> _Brief_
Your response should be the complete data, transcribed exactly.

> _Exercise input_

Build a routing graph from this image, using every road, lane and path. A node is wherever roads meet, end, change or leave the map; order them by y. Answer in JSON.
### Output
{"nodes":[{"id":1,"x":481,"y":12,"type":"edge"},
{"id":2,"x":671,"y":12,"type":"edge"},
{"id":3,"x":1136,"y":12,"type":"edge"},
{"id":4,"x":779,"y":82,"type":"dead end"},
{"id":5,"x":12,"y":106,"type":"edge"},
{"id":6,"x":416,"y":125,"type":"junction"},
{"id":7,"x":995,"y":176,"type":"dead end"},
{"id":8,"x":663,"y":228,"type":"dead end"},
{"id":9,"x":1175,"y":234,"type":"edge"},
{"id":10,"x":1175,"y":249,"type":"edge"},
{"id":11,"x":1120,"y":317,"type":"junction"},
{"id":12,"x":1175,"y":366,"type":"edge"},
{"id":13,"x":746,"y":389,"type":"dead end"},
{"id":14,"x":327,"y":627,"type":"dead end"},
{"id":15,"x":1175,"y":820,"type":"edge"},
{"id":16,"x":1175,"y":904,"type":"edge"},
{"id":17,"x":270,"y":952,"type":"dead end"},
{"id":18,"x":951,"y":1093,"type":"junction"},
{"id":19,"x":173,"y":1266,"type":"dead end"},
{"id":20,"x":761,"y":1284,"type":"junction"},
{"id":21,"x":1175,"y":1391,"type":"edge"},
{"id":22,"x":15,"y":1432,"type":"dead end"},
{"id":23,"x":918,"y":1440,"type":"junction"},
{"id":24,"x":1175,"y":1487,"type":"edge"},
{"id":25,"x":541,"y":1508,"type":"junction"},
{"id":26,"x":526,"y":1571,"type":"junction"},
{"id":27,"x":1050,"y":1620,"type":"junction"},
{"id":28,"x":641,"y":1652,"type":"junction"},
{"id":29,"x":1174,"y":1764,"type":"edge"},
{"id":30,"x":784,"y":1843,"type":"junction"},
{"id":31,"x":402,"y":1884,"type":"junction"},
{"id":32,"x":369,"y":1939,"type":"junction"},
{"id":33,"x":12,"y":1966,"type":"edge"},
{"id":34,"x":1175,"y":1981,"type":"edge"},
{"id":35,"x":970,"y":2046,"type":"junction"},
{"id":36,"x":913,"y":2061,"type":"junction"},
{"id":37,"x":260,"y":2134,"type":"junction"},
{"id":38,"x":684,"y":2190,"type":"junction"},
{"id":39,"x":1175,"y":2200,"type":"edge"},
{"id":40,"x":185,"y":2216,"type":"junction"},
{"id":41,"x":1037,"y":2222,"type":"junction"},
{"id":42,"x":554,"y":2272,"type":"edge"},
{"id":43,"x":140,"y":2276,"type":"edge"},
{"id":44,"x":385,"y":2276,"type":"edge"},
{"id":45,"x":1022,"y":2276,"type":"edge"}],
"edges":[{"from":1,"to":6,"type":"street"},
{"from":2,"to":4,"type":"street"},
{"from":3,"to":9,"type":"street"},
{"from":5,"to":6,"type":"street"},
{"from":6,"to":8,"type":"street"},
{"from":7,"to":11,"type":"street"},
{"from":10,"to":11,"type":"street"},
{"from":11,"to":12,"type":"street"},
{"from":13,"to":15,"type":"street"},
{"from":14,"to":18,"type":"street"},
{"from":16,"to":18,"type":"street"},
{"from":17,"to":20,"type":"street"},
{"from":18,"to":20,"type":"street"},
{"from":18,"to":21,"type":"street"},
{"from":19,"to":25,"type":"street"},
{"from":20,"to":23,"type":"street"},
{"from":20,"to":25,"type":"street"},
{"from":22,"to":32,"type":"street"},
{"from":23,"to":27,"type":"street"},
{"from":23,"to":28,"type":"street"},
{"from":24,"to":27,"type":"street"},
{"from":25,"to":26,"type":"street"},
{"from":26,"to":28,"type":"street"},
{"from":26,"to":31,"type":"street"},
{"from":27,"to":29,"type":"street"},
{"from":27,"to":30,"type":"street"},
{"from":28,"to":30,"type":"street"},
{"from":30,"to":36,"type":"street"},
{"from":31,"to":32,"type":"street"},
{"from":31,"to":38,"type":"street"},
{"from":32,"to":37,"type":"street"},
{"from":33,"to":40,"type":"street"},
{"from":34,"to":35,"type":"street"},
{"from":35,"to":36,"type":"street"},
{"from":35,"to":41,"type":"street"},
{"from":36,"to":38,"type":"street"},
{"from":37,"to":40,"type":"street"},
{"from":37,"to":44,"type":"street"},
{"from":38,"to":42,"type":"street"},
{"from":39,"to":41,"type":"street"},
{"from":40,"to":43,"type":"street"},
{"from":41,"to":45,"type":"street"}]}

> _Answer to this problem_
Build a routing graph from this image, using every road, lane and path. A node is wherever roads meet, end, change or leave the map; order them by y. Answer in JSON.
### Output
{"nodes":[{"id":1,"x":481,"y":12,"type":"edge"},
{"id":2,"x":671,"y":12,"type":"edge"},
{"id":3,"x":1136,"y":12,"type":"edge"},
{"id":4,"x":779,"y":82,"type":"dead end"},
{"id":5,"x":12,"y":106,"type":"edge"},
{"id":6,"x":416,"y":125,"type":"junction"},
{"id":7,"x":995,"y":176,"type":"dead end"},
{"id":8,"x":663,"y":228,"type":"dead end"},
{"id":9,"x":1175,"y":234,"type":"edge"},
{"id":10,"x":1175,"y":249,"type":"edge"},
{"id":11,"x":1120,"y":317,"type":"junction"},
{"id":12,"x":1175,"y":366,"type":"edge"},
{"id":13,"x":746,"y":389,"type":"dead end"},
{"id":14,"x":327,"y":627,"type":"dead end"},
{"id":15,"x":1175,"y":820,"type":"edge"},
{"id":16,"x":1175,"y":904,"type":"edge"},
{"id":17,"x":270,"y":952,"type":"dead end"},
{"id":18,"x":951,"y":1093,"type":"junction"},
{"id":19,"x":173,"y":1266,"type":"dead end"},
{"id":20,"x":761,"y":1284,"type":"junction"},
{"id":21,"x":1175,"y":1391,"type":"edge"},
{"id":22,"x":15,"y":1432,"type":"dead end"},
{"id":23,"x":918,"y":1440,"type":"junction"},
{"id":24,"x":1175,"y":1487,"type":"edge"},
{"id":25,"x":541,"y":1508,"type":"junction"},
{"id":26,"x":526,"y":1571,"type":"junction"},
{"id":27,"x":1050,"y":1620,"type":"junction"},
{"id":28,"x":641,"y":1652,"type":"junction"},
{"id":29,"x":1174,"y":1764,"type":"edge"},
{"id":30,"x":784,"y":1843,"type":"junction"},
{"id":31,"x":402,"y":1884,"type":"junction"},
{"id":32,"x":369,"y":1939,"type":"junction"},
{"id":33,"x":12,"y":1966,"type":"edge"},
{"id":34,"x":1175,"y":1981,"type":"edge"},
{"id":35,"x":970,"y":2046,"type":"junction"},
{"id":36,"x":913,"y":2061,"type":"junction"},
{"id":37,"x":260,"y":2134,"type":"junction"},
{"id":38,"x":684,"y":2190,"type":"junction"},
{"id":39,"x":1175,"y":2200,"type":"edge"},
{"id":40,"x":185,"y":2216,"type":"junction"},
{"id":41,"x":1037,"y":2222,"type":"junction"},
{"id":42,"x":554,"y":2272,"type":"edge"},
{"id":43,"x":140,"y":2276,"type":"edge"},
{"id":44,"x":385,"y":2276,"type":"edge"},
{"id":45,"x":1022,"y":2276,"type":"edge"}],
"edges":[{"from":1,"to":6,"type":"street"},
{"from":2,"to":4,"type":"street"},
{"from":3,"to":9,"type":"street"},
{"from":5,"to":6,"type":"street"},
{"from":6,"to":8,"type":"street"},
{"from":7,"to":11,"type":"street"},
{"from":10,"to":11,"type":"street"},
{"from":11,"to":12,"type":"street"},
{"from":13,"to":15,"type":"street"},
{"from":14,"to":18,"type":"street"},
{"from":16,"to":18,"type":"street"},
{"from":17,"to":20,"type":"street"},
{"from":18,"to":20,"type":"street"},
{"from":18,"to":21,"type":"street"},
{"from":19,"to":25,"type":"street"},
{"from":20,"to":23,"type":"street"},
{"from":20,"to":25,"type":"street"},
{"from":22,"to":32,"type":"street"},
{"from":23,"to":27,"type":"street"},
{"from":23,"to":28,"type":"street"},
{"from":24,"to":27,"type":"street"},
{"from":25,"to":26,"type":"street"},
{"from":26,"to":28,"type":"street"},
{"from":26,"to":31,"type":"street"},
{"from":27,"to":29,"type":"street"},
{"from":27,"to":30,"type":"street"},
{"from":28,"to":30,"type":"street"},
{"from":30,"to":36,"type":"street"},
{"from":31,"to":32,"type":"street"},
{"from":31,"to":38,"type":"street"},
{"from":32,"to":37,"type":"street"},
{"from":33,"to":40,"type":"street"},
{"from":34,"to":35,"type":"street"},
{"from":35,"to":36,"type":"street"},
{"from":35,"to":41,"type":"street"},
{"from":36,"to":38,"type":"street"},
{"from":37,"to":40,"type":"street"},
{"from":37,"to":44,"type":"street"},
{"from":38,"to":42,"type":"street"},
{"from":39,"to":41,"type":"street"},
{"from":40,"to":43,"type":"street"},
{"from":41,"to":45,"type":"street"}]}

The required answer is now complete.